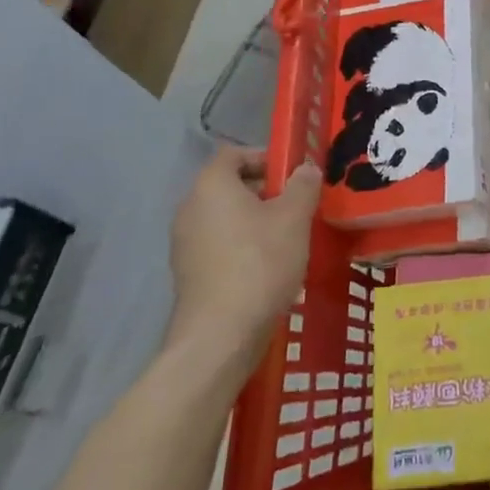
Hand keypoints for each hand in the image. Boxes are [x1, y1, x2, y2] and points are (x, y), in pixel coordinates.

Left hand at [165, 148, 320, 365]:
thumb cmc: (260, 263)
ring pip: (225, 217)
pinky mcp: (188, 274)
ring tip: (287, 239)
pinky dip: (241, 246)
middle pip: (229, 186)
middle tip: (296, 206)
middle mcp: (190, 208)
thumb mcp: (295, 218)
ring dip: (254, 220)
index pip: (234, 154)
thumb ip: (303, 185)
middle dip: (264, 191)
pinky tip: (268, 267)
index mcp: (212, 185)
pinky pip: (218, 245)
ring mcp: (184, 243)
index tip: (292, 174)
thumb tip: (305, 168)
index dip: (265, 157)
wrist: (221, 334)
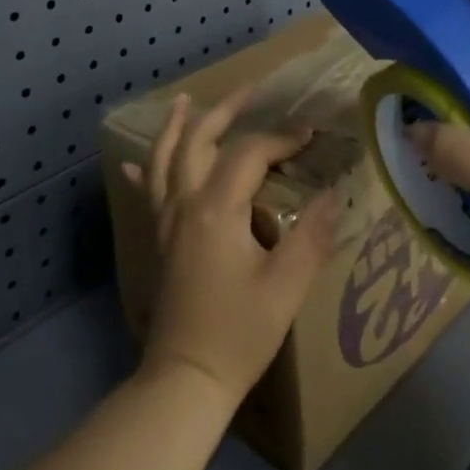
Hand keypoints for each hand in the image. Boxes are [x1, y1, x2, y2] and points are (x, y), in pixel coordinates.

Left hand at [122, 88, 341, 414]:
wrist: (185, 379)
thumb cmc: (239, 332)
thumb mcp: (287, 286)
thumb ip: (312, 235)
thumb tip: (334, 195)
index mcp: (217, 209)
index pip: (250, 153)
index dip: (281, 138)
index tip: (310, 135)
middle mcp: (185, 204)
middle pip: (199, 140)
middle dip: (225, 111)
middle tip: (250, 90)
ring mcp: (165, 221)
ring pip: (164, 159)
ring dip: (176, 127)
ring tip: (185, 101)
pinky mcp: (158, 240)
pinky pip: (147, 191)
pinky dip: (145, 169)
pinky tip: (135, 160)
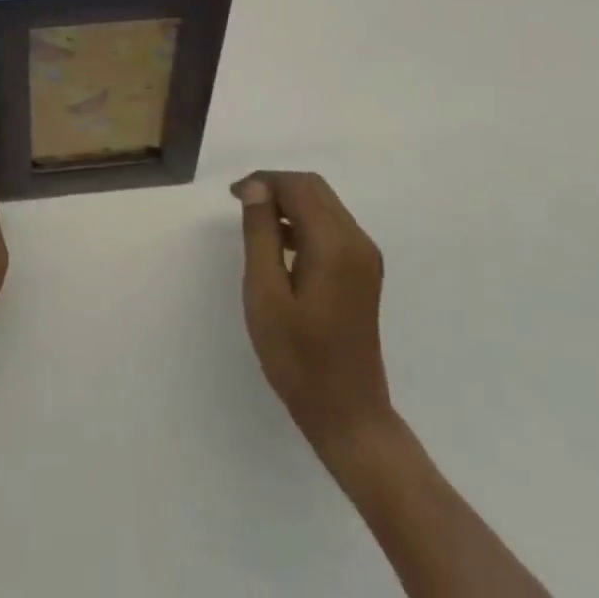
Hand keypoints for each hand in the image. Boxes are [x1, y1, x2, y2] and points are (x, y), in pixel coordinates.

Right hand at [233, 170, 394, 458]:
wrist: (349, 416)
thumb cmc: (299, 359)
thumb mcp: (265, 294)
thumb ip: (260, 234)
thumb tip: (256, 188)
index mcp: (334, 244)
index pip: (298, 187)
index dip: (263, 181)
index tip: (233, 196)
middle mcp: (357, 241)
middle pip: (315, 188)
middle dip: (277, 186)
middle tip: (242, 205)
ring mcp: (365, 257)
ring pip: (324, 204)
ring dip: (290, 202)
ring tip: (256, 223)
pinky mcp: (364, 271)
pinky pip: (332, 226)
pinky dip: (304, 221)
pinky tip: (281, 245)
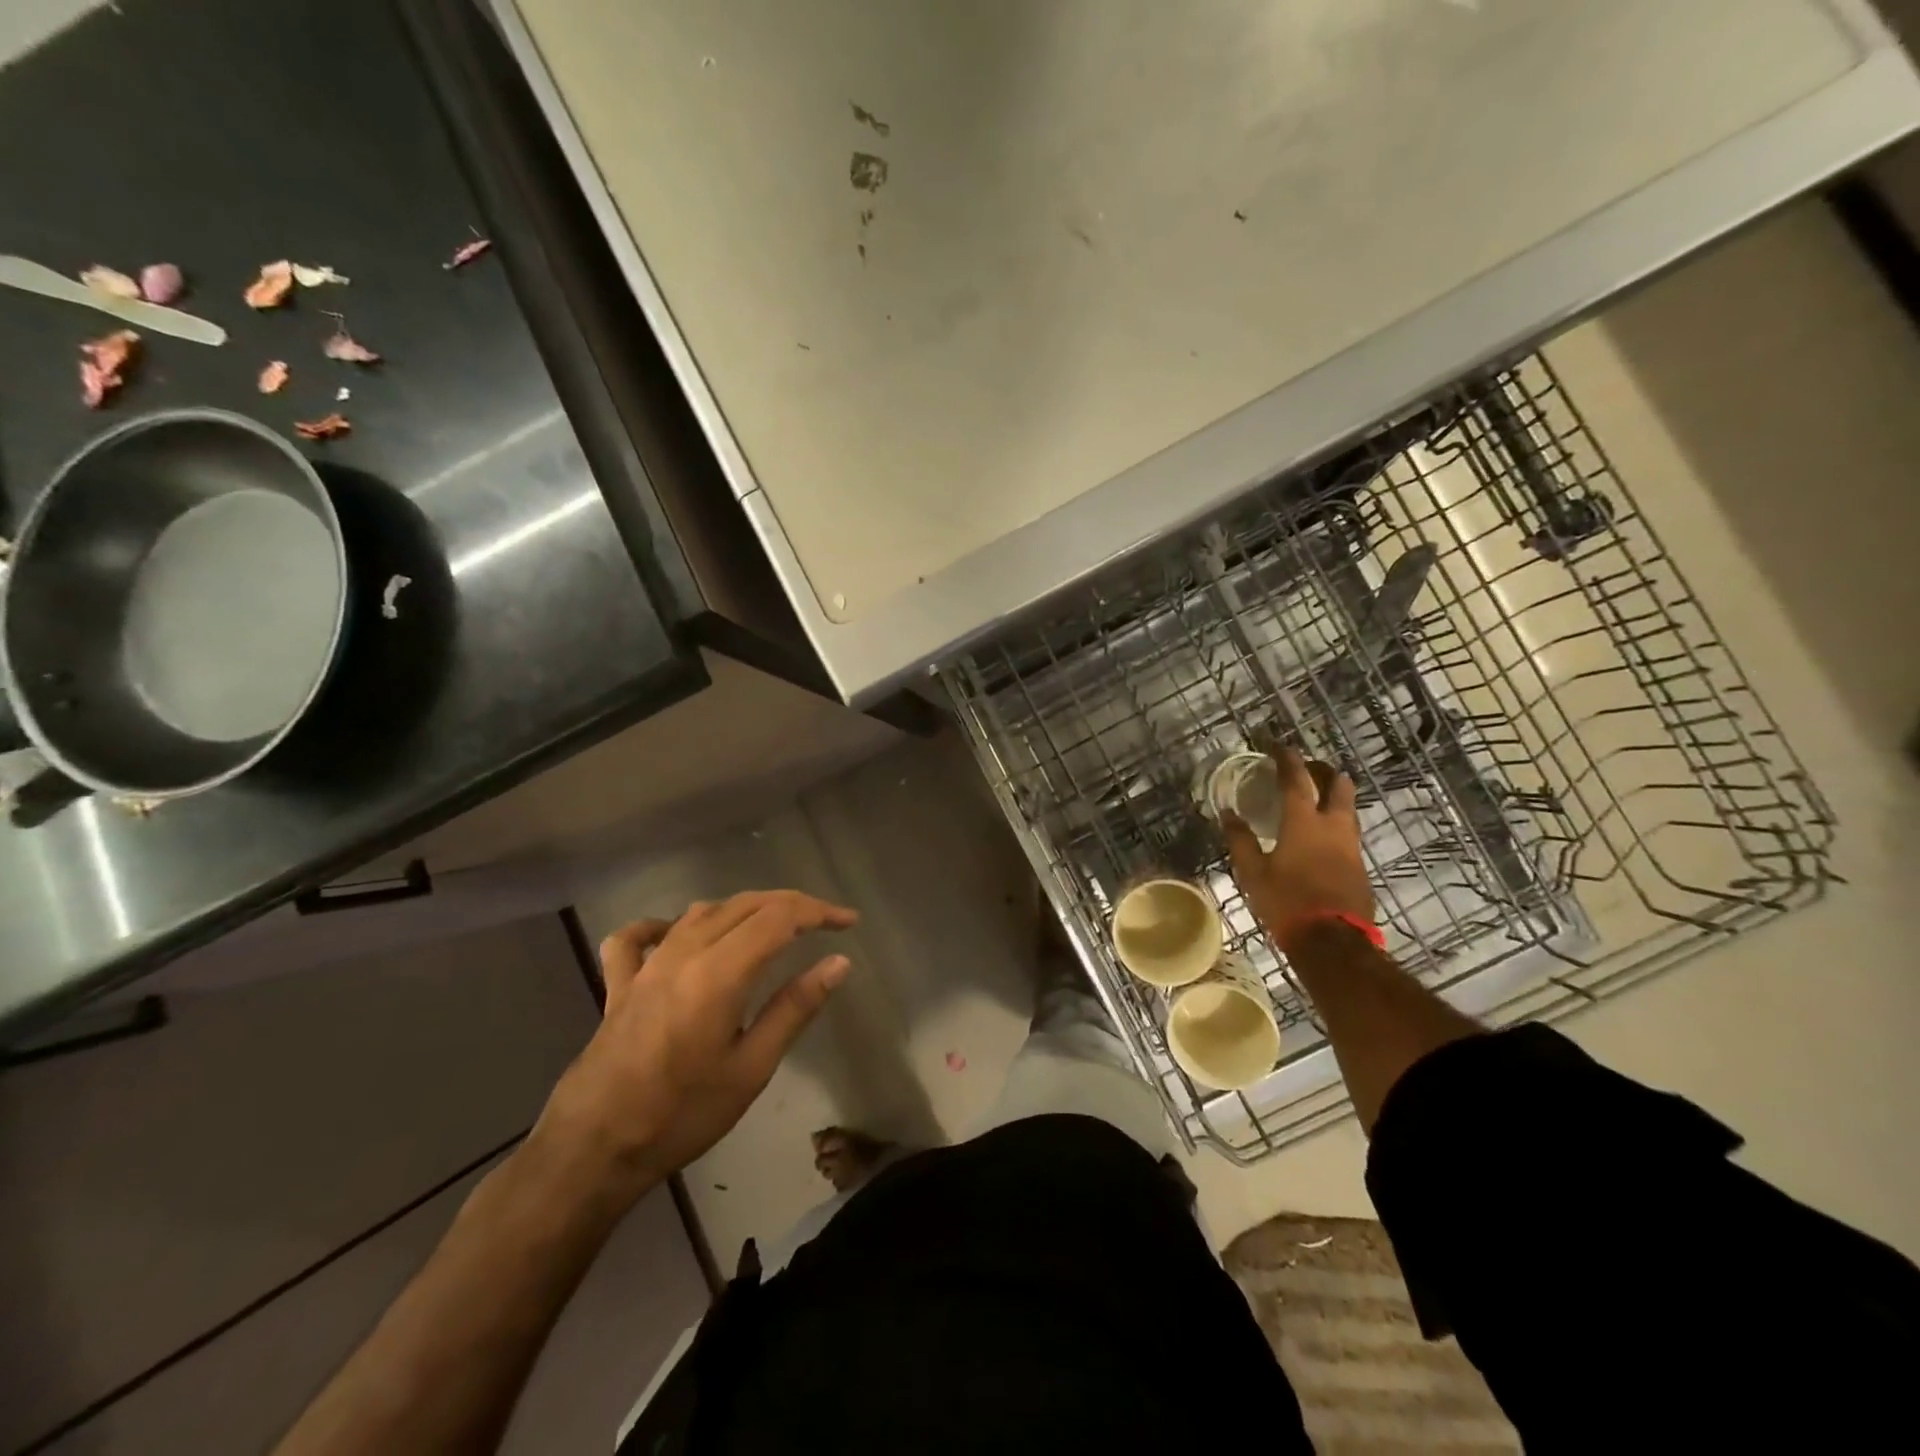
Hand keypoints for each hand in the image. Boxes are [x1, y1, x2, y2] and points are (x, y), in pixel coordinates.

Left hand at [536, 890, 857, 1196]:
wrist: (592, 1150)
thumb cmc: (681, 1115)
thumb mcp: (751, 1069)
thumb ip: (795, 1008)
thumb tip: (838, 963)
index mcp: (720, 972)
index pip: (779, 917)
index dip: (818, 911)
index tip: (848, 922)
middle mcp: (683, 953)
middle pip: (745, 904)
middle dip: (790, 904)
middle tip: (823, 920)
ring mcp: (647, 965)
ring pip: (701, 911)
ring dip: (743, 908)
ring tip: (772, 924)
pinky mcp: (620, 984)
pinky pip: (638, 937)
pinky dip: (663, 925)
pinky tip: (677, 932)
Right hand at [1224, 748, 1374, 953]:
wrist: (1333, 943)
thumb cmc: (1287, 903)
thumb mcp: (1252, 873)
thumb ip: (1240, 840)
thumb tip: (1228, 814)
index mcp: (1304, 822)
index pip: (1296, 779)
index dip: (1286, 759)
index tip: (1277, 746)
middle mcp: (1333, 826)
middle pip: (1338, 784)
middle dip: (1322, 770)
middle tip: (1304, 768)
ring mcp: (1352, 846)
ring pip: (1348, 808)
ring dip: (1333, 795)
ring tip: (1314, 798)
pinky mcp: (1359, 866)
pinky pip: (1348, 832)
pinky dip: (1335, 822)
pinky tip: (1320, 835)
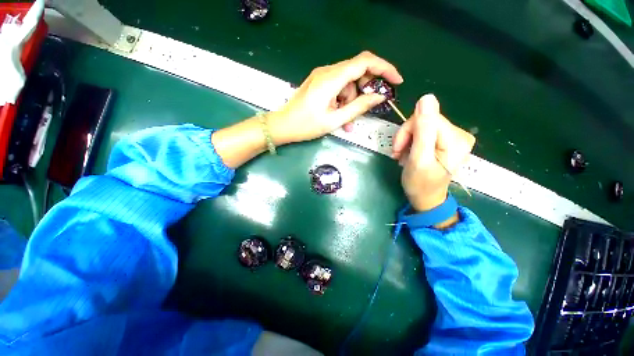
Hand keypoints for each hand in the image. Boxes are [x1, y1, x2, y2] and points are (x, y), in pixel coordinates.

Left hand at [267, 51, 402, 144]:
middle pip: (357, 72)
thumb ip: (358, 107)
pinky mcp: (319, 83)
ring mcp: (322, 76)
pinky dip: (343, 101)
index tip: (396, 82)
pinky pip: (338, 88)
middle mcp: (328, 72)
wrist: (283, 126)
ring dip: (352, 101)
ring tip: (347, 122)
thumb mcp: (335, 120)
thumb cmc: (306, 125)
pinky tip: (340, 117)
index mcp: (331, 78)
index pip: (365, 62)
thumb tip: (379, 96)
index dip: (384, 68)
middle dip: (365, 91)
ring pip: (348, 83)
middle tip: (366, 109)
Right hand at [393, 94, 474, 211]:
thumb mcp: (418, 158)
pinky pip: (424, 132)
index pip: (427, 118)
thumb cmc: (420, 183)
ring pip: (422, 126)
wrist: (425, 198)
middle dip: (407, 136)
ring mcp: (452, 137)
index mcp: (456, 138)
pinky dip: (412, 142)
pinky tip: (408, 153)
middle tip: (398, 152)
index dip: (408, 130)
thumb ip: (423, 130)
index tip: (398, 148)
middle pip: (425, 120)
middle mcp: (459, 134)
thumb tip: (427, 98)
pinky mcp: (445, 141)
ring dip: (407, 139)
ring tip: (402, 155)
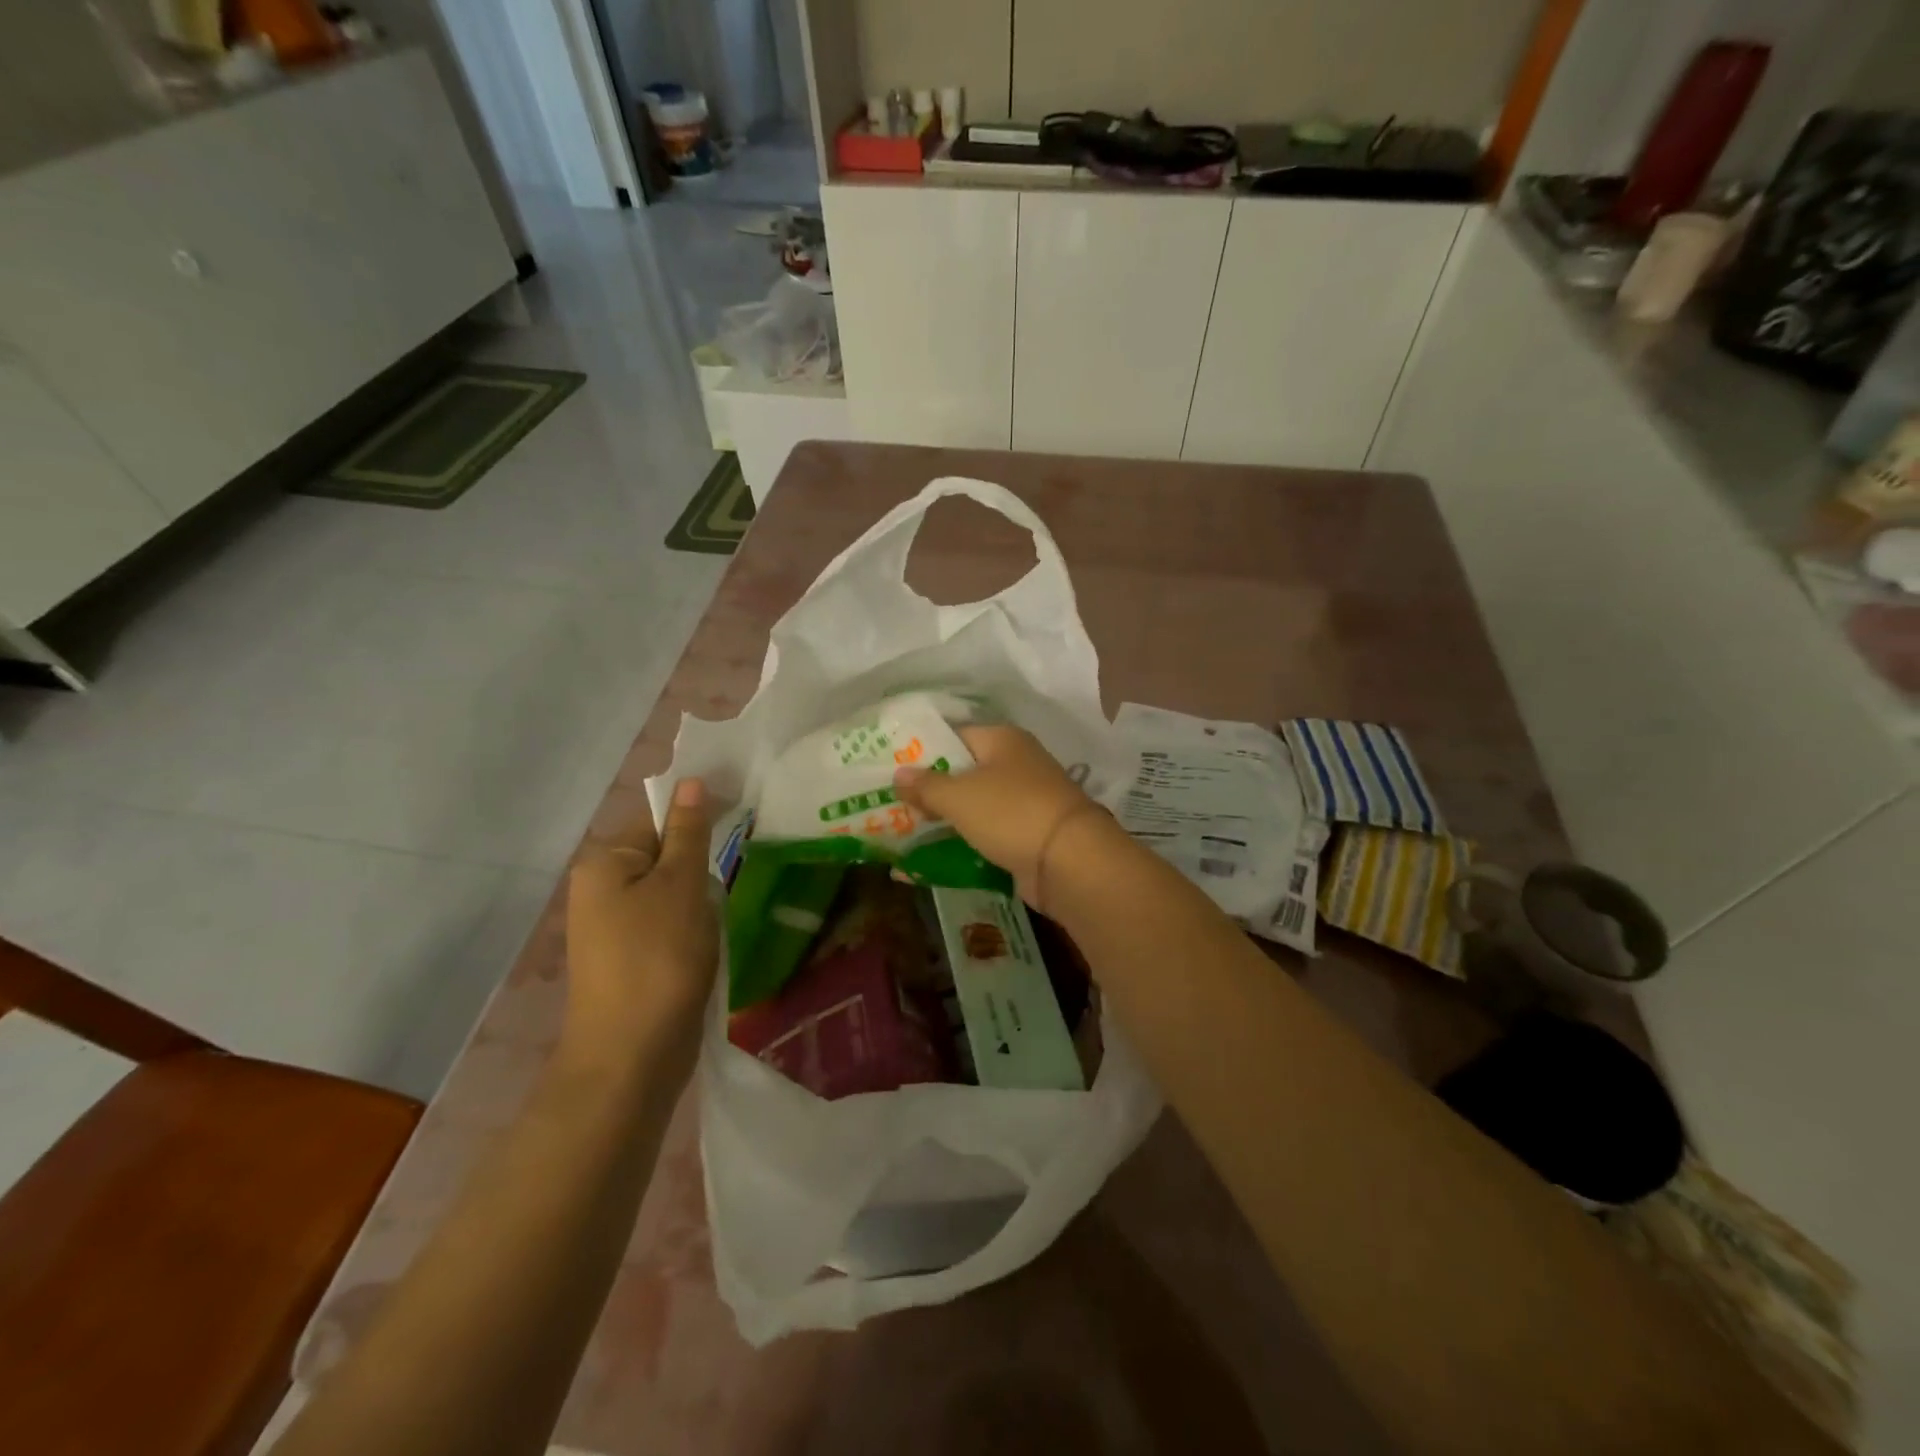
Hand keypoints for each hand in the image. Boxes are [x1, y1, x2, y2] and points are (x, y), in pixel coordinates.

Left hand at [565, 779, 717, 1074]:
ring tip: (725, 910)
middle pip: (664, 854)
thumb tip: (692, 781)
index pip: (657, 817)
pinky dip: (692, 924)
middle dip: (701, 862)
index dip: (699, 814)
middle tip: (738, 867)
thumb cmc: (659, 958)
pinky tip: (711, 938)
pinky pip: (667, 922)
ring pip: (670, 891)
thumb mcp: (681, 885)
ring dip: (701, 896)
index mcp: (605, 863)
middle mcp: (600, 889)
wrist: (632, 1056)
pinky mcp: (631, 958)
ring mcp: (613, 927)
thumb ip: (689, 831)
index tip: (742, 816)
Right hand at [892, 725, 1105, 911]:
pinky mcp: (1029, 832)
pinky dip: (967, 840)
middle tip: (893, 803)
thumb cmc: (1010, 813)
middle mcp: (1017, 762)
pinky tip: (937, 852)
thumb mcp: (959, 796)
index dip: (923, 750)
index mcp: (1003, 739)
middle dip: (931, 788)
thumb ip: (926, 785)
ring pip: (976, 804)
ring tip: (905, 830)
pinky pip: (988, 831)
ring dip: (948, 817)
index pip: (954, 735)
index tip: (891, 769)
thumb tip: (898, 774)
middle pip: (965, 771)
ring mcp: (1026, 799)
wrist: (1069, 862)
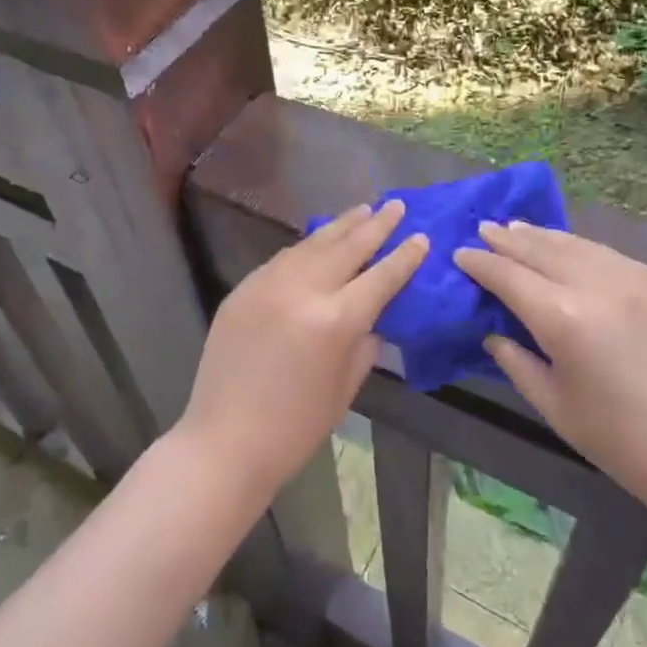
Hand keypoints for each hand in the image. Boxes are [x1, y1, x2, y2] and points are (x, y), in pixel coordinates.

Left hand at [181, 201, 428, 501]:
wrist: (225, 441)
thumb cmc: (295, 428)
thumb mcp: (344, 389)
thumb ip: (363, 345)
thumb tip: (371, 317)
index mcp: (335, 321)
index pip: (380, 277)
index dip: (404, 257)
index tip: (421, 236)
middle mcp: (302, 290)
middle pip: (347, 247)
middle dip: (375, 225)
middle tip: (396, 206)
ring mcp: (267, 285)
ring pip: (312, 244)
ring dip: (340, 226)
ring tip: (362, 210)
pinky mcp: (243, 289)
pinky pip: (282, 259)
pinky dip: (306, 247)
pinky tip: (318, 241)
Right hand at [453, 222, 646, 527]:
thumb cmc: (618, 440)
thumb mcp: (552, 405)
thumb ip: (516, 361)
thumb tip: (494, 333)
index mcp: (564, 318)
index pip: (509, 277)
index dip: (481, 263)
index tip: (461, 253)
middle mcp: (599, 286)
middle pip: (543, 250)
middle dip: (509, 238)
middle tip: (485, 228)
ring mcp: (639, 280)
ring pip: (580, 245)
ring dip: (545, 236)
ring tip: (520, 228)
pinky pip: (614, 257)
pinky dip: (584, 250)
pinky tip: (573, 251)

########################################

### What is needed
Set down the records above word for word, from the first line through the line containing "middle dip: (264, 191)", both included; leave out the pictures.

### Exercise output
Hand keypoints for each hand in the image. Boxes are [x1, y1, x2, y2] and points are (x, y), in pixel coordinates.

Left hand at [165, 148, 320, 365]:
thumb cmc: (260, 263)
ring pip: (225, 217)
pinky mcp: (188, 274)
ring tip: (287, 239)
pinky dip: (241, 246)
middle pip: (229, 186)
middle tip: (296, 206)
middle mcp: (190, 208)
thumb mcp: (295, 218)
ring dip: (254, 220)
index pip: (234, 154)
thumb ip: (303, 185)
middle dip: (264, 191)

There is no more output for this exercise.